## Data for analysis
-*-

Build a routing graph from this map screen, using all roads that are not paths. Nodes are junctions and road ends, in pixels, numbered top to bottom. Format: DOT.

-*-

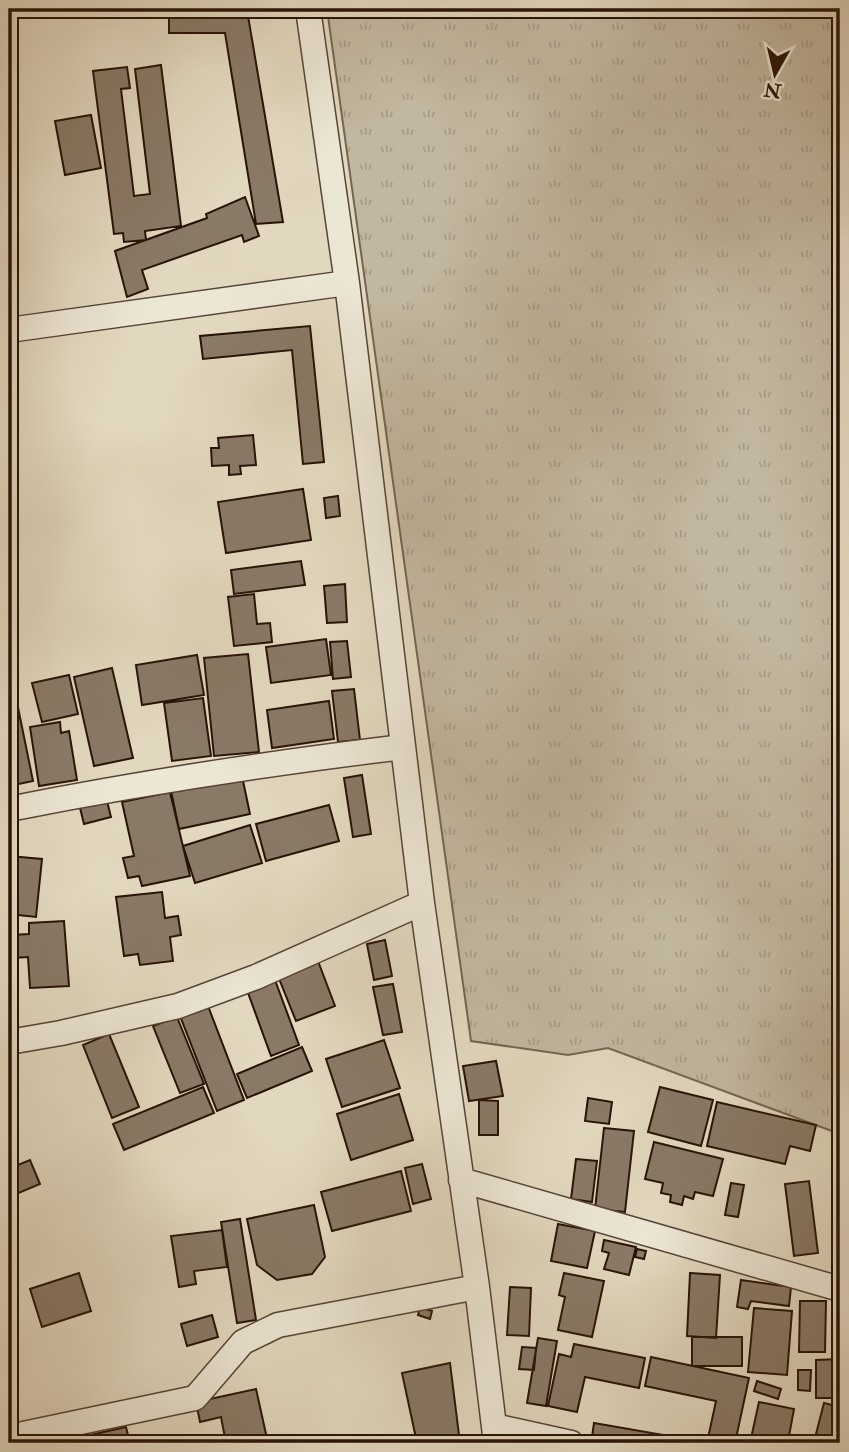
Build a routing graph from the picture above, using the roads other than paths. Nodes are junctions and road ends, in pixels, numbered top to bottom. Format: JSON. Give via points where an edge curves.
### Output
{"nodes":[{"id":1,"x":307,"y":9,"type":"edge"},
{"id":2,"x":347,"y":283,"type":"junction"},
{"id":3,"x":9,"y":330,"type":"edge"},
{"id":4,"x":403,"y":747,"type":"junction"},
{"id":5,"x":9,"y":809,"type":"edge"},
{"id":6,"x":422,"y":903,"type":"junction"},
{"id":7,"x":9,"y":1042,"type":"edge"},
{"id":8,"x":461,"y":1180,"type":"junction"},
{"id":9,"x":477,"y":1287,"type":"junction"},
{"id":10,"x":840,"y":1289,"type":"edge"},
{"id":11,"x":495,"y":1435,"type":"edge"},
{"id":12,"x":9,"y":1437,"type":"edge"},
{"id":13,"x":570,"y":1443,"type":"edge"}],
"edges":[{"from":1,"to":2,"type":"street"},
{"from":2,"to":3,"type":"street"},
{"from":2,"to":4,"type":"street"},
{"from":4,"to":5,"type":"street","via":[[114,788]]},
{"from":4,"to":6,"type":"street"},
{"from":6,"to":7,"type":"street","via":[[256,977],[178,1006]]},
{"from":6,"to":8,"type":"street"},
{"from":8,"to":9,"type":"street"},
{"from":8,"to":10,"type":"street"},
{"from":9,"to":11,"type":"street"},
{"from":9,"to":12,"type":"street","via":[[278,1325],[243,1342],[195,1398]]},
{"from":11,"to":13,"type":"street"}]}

-*-

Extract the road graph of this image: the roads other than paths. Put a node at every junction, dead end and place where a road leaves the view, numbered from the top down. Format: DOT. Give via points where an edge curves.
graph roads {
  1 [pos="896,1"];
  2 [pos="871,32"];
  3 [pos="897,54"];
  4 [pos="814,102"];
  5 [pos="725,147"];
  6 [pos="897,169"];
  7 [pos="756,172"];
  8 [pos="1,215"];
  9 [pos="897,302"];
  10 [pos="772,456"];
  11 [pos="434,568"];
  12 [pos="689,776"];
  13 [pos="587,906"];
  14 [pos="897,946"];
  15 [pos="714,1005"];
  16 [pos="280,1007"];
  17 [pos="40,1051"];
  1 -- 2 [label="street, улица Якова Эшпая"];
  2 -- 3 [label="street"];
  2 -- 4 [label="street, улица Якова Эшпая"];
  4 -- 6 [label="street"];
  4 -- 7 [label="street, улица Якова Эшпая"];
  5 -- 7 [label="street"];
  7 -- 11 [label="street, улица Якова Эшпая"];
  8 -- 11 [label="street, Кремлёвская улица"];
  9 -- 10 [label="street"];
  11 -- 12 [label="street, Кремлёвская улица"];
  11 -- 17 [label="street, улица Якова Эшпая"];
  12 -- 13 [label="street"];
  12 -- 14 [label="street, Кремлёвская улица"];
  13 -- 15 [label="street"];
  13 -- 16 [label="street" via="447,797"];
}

-*-

How many of the lines above hold the word "pixels"? Give only that number.

## Response
2